TASK TO COMPLETE:
Go over the data below line by line, and state how many lines contain the string "Hayner". Give the number only.

┏━━

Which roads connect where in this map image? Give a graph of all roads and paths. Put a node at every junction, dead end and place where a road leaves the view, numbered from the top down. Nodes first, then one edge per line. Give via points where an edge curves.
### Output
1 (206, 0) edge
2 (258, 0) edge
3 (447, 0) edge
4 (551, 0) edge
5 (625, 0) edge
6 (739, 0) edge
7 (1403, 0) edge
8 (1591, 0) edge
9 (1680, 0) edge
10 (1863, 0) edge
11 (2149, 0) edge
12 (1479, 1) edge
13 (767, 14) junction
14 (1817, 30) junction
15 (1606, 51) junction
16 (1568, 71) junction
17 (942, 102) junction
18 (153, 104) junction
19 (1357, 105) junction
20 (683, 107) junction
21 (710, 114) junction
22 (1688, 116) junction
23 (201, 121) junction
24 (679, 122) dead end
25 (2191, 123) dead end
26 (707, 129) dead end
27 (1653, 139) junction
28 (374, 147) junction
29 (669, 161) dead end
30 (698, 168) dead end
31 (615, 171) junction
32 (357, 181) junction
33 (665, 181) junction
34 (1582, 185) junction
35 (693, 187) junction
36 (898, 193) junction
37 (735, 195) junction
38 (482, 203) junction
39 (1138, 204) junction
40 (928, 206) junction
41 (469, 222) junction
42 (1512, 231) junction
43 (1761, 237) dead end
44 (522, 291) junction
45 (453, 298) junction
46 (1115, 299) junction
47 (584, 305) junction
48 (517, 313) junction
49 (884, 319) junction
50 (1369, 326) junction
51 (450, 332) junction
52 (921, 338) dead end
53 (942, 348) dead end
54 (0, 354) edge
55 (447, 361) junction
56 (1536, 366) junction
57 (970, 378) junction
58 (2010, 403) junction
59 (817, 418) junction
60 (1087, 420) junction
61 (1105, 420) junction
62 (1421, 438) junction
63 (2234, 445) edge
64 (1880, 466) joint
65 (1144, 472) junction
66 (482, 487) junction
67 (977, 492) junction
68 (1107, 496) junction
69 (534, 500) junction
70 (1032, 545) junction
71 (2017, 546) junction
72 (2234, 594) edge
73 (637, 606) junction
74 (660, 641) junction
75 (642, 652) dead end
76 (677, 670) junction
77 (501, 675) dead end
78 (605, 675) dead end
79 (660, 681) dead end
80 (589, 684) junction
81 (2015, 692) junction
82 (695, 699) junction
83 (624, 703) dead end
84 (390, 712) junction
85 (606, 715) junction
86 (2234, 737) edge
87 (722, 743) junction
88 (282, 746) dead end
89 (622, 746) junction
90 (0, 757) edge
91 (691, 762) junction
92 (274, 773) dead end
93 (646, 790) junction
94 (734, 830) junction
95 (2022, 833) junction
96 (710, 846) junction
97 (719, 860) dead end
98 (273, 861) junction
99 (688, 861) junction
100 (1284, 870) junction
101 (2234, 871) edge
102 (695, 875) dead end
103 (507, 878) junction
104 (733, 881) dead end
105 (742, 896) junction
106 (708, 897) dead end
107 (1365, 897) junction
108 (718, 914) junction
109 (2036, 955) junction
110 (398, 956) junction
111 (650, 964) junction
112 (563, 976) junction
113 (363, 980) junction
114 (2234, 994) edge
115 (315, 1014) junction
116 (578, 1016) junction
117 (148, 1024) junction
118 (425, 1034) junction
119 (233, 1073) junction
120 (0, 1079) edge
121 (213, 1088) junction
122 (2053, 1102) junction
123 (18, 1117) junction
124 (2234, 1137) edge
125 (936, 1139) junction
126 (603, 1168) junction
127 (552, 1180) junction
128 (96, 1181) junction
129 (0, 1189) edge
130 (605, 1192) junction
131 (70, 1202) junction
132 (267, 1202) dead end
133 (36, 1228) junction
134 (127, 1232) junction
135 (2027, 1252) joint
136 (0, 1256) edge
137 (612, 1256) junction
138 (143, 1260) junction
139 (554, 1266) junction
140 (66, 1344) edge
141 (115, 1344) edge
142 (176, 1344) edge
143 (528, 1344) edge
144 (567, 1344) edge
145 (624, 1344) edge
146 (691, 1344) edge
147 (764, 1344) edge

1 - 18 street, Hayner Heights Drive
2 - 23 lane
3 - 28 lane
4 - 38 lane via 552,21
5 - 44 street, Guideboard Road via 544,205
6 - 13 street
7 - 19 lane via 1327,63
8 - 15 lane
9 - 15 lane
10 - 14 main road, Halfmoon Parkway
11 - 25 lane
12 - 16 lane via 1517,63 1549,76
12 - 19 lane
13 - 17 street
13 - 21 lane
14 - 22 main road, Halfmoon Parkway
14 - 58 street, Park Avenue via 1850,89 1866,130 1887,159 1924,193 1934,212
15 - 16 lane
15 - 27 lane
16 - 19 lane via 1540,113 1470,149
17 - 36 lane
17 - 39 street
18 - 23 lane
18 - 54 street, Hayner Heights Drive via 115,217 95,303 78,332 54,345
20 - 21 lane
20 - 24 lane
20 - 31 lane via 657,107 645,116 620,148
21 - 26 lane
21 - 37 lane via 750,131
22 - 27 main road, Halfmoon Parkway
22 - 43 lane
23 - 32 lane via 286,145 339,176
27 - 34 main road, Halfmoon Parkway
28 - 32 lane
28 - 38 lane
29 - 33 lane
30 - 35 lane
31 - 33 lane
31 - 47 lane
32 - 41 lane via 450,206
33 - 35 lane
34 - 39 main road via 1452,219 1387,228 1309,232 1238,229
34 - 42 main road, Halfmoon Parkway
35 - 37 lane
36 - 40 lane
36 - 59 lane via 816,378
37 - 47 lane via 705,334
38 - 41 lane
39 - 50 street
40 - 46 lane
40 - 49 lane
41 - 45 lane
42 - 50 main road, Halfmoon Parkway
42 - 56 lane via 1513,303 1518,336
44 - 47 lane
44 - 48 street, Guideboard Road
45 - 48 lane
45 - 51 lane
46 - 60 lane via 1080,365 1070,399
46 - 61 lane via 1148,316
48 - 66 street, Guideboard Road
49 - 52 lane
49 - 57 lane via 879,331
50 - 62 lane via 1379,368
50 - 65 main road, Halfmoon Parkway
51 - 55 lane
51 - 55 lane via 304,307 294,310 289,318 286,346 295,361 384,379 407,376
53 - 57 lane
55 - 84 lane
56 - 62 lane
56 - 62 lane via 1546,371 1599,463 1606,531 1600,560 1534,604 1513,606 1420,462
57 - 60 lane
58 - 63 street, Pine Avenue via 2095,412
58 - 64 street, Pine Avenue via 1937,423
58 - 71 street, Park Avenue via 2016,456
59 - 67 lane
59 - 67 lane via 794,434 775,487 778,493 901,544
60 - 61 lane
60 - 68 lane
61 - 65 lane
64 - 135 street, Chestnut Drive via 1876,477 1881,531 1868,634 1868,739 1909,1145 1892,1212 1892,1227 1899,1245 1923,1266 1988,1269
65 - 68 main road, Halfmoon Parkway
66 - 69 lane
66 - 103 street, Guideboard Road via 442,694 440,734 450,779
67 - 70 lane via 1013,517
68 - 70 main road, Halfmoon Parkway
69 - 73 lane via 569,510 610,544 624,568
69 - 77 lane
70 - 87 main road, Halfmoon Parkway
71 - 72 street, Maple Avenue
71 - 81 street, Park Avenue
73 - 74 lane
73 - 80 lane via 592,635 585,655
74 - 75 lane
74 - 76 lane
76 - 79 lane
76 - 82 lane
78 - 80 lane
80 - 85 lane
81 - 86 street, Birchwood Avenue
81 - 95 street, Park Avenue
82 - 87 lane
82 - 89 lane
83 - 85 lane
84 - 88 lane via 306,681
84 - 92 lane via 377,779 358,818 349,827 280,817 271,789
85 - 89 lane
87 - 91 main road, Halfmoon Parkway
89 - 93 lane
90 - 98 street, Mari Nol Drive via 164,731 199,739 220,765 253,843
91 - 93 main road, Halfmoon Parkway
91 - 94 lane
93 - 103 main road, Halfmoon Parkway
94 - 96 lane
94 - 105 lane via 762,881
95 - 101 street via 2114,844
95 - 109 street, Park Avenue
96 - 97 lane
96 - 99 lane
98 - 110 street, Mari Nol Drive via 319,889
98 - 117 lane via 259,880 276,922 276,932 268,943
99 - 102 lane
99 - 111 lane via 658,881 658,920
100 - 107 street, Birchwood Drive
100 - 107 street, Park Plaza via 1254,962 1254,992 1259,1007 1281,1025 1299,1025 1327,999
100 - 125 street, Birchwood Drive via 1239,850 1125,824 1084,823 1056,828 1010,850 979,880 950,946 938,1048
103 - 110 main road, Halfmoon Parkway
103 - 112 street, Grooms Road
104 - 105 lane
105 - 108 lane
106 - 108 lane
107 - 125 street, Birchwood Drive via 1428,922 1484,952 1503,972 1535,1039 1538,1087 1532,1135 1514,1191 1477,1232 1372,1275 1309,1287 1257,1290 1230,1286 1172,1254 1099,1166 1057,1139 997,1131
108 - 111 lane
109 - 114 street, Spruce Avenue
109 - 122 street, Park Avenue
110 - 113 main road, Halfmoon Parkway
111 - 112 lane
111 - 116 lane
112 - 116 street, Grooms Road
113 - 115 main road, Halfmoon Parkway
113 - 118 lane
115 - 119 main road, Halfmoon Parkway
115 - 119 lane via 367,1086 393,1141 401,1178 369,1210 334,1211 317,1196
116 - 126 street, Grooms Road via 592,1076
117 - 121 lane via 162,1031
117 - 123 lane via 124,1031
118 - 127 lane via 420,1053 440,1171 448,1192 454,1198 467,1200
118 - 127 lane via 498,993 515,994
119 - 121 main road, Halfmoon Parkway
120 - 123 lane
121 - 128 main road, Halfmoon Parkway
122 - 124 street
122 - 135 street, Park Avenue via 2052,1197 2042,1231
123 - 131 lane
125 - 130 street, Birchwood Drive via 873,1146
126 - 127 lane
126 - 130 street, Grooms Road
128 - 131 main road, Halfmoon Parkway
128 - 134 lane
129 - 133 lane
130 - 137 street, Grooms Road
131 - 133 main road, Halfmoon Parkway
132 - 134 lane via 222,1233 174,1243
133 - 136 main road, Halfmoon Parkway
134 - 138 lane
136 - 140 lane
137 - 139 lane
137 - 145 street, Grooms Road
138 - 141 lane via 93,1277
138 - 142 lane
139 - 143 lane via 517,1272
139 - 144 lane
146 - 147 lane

┗━━

RESPONSE:
2